Study participants from the United States, South Africa, Botswana, Brazil, and Argentina had a viral load above 1000 copies after failure of at least one antiretroviral regimen. All participants received an optimized background regimen in addition to raltegravir.

Two groups (12- to 18-year-olds and 6- to under-12-year-olds weighing at least 25 kg) took adult film-coated tablets at a dose of 400 mg twice daily. And two groups (6- to under-12-year-olds and 2- to under-6-year-olds) took chewable tablets with weight-based dosing of about 6 mg/kg (75 to 300 mg) twice daily. Study participants were almost equally divided between boys and girls, and 59% were black. Viral load at study entry averaged 20,000 copies, and median CD4 count stood at 481. More than three quarters of study participants had already taken a protease inhibitor and a nonnucleoside, and 59% had CDC category B or C HIV disease.

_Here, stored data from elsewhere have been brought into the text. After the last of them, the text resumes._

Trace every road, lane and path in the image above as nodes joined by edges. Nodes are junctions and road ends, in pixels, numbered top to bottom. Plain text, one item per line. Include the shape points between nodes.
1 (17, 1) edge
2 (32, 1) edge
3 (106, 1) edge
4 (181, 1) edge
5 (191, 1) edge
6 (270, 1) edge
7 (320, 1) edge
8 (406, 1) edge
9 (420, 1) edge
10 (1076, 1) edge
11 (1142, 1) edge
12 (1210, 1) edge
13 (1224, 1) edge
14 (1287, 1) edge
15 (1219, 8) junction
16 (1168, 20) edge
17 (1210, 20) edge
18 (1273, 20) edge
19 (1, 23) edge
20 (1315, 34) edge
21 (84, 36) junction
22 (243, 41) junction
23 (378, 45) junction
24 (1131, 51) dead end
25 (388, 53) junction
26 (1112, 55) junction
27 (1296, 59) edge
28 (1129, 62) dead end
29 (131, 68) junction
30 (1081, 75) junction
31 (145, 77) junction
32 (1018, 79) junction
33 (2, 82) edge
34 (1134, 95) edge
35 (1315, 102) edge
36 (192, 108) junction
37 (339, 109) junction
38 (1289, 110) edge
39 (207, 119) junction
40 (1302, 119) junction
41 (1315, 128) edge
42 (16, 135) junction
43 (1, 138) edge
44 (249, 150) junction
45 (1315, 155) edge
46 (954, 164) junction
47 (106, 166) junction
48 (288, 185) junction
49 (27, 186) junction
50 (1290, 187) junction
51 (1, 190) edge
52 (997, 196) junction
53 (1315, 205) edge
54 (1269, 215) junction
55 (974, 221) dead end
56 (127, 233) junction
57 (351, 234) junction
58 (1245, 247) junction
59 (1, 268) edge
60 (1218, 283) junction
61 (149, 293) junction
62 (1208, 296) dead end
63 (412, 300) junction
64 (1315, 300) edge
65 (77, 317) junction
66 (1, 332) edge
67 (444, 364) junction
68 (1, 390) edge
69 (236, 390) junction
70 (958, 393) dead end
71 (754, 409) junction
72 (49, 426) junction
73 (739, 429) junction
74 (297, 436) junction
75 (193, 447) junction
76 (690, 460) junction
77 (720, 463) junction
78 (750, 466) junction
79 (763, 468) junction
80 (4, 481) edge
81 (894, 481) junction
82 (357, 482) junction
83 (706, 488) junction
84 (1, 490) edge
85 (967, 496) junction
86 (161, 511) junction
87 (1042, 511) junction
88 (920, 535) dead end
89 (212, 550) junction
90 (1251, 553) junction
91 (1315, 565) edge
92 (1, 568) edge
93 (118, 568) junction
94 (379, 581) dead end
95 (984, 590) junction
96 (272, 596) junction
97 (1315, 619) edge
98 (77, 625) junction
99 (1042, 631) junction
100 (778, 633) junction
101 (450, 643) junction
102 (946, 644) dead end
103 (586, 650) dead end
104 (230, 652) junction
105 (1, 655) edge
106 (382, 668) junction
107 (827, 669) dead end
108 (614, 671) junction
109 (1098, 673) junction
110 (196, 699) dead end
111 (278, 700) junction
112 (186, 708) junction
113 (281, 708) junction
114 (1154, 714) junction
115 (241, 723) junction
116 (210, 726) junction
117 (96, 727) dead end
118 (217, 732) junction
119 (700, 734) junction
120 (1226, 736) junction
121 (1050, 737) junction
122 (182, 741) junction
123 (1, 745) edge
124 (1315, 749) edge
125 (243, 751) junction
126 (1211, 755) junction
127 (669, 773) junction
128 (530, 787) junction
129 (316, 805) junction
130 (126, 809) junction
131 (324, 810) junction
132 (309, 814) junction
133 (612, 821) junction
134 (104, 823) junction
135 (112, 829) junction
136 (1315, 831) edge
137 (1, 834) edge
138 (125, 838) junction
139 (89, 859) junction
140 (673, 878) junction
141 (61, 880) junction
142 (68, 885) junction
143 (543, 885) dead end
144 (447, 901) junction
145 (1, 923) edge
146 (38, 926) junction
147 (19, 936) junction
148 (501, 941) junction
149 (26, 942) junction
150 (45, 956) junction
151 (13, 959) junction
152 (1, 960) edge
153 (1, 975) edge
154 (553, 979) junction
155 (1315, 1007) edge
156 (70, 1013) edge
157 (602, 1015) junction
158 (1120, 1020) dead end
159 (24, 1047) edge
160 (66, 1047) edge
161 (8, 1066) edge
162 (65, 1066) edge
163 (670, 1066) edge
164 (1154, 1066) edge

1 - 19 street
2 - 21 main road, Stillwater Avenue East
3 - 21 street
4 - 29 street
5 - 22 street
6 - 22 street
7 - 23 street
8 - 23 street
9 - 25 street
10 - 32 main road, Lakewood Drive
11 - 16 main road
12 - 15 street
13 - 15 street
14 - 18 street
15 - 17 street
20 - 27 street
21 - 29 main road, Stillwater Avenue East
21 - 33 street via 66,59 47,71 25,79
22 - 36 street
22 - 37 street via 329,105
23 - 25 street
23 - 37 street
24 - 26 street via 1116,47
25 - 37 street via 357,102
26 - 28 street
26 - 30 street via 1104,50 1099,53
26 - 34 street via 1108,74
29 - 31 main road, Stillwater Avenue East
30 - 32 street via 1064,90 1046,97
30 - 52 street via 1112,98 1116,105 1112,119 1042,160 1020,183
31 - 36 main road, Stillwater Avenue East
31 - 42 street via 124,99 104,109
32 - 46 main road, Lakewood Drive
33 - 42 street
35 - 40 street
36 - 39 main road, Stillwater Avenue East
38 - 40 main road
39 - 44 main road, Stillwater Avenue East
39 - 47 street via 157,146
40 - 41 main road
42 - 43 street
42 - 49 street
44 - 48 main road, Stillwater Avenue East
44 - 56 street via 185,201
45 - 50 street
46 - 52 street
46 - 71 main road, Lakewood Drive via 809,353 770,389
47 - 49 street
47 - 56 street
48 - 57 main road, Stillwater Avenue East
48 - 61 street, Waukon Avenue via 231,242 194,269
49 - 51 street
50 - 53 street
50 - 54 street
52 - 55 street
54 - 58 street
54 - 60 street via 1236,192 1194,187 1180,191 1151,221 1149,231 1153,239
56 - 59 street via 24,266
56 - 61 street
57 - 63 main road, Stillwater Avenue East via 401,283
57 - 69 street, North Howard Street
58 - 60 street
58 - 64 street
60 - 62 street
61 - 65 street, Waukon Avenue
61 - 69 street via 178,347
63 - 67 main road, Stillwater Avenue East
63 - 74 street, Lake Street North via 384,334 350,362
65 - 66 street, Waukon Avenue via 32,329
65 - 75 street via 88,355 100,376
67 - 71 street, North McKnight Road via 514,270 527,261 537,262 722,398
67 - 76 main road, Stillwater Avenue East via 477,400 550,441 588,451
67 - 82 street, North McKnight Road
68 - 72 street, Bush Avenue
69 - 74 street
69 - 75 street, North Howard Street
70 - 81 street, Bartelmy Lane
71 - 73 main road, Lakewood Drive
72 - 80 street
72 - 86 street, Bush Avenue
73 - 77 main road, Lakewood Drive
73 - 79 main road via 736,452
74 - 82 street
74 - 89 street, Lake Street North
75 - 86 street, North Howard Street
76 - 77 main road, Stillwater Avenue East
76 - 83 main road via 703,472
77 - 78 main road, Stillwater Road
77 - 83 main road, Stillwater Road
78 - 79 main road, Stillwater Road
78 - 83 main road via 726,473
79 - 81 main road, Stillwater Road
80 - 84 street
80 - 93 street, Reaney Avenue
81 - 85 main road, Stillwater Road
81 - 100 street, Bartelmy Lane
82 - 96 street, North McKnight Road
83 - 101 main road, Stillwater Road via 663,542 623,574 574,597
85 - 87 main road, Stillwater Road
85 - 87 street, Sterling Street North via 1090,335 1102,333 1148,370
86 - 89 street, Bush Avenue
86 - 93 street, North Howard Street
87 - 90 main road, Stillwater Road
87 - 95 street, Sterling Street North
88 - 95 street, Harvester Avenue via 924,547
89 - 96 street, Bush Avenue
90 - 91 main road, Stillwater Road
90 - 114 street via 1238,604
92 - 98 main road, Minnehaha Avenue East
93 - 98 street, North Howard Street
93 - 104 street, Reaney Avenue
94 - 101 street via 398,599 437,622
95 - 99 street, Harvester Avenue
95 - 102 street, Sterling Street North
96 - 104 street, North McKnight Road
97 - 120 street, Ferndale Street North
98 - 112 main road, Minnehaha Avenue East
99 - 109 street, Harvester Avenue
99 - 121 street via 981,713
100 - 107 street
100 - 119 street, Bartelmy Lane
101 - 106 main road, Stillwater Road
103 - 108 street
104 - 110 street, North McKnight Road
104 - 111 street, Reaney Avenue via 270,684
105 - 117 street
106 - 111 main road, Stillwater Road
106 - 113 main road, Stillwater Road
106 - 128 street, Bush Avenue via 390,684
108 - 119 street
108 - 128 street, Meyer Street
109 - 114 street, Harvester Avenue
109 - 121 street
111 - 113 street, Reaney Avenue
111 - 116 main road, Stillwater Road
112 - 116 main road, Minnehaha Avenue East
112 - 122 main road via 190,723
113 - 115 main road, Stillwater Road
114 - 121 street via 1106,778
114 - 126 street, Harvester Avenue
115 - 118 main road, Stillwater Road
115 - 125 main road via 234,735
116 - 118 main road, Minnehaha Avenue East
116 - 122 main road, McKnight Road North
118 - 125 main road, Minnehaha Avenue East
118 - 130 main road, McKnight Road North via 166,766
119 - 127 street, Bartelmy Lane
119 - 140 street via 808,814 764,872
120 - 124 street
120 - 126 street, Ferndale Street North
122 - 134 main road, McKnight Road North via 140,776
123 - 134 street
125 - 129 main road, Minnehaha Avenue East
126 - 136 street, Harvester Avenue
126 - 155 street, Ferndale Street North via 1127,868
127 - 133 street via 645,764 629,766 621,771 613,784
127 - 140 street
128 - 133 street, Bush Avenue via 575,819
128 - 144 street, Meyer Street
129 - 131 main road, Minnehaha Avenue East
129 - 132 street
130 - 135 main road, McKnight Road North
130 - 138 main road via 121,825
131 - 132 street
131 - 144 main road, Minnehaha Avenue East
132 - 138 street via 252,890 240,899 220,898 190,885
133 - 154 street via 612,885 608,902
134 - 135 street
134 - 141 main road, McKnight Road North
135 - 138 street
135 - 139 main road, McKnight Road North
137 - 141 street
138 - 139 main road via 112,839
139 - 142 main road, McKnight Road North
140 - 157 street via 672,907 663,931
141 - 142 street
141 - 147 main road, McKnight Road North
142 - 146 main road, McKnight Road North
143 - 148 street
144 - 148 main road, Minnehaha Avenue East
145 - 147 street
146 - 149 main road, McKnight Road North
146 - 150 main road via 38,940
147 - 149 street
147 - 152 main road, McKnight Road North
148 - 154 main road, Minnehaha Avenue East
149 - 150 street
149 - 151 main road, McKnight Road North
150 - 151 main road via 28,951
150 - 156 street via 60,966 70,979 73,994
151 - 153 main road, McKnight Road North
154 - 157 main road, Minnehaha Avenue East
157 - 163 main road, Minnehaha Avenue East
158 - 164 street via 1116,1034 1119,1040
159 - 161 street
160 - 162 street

Fifteen youngsters had grade 3 or 4 clinical adverse events, including 1 with drug-related psychomotor hyperactivity, abnormal behavior, and insomnia. Fourteen had serious clinical adverse events, including one drug-related rash. Sixteen participants had grade 3 or 4 lab abnormalities, including one drug-related liver enzyme elevation. Two had serious lab abnormalities, including one with drug-related transaminase elevations. No one discontinued study drugs because of adverse events, and no one died.

Proportions of youngsters who achieved a viral load below 50 copies at week 48 in the primary analysis were 57.1% and 50.0% of the older and younger age groups taking the adult tablet and 54.5% and 57.9% of the older and younger age groups taking chewable tablets. The overall sub-50-copy response rate was 56.7%. Overall, 79.8% of participants reached a week-48 viral load below 400 copies or had at least a 10-fold drop in viral load. CD4 counts rose by an average 156 cells through week 48.

For comparison, at week 16 and week 48 of the BENCHMRK trials of raltegravir in adults with triple-class drug resistance, 62% at both points had a viral load below 50 copies in a noncompletion-equals-failure analysis [2].

The FDA licensed the 400-mg film-coated adult tablet twice daily for 12- to 18-year-olds and for 6- to under-12-year-olds weighing at least 25 kg. The agency licensed the chewable tablet for weight-based twice-daily dosing for children 2- to under 12-year-olds weighing at least 10 kg.

References

1. Nachman S, Acosta E, Zheng N, et al. IMPAACT P1066: raltegravir (RAL) safety and efficacy in HIV infected (+) youth two to 18 years of age through week 48. XIX International AIDS Conference. July 22-27, 2012. Abstract TUAB0205.

2. Steigbigel RT, Cooper DA, Kumar PN, et al. Raltegravir with optimized background therapy for resistant HIV-1 infection. N Engl J Med. 2008;359:339-354.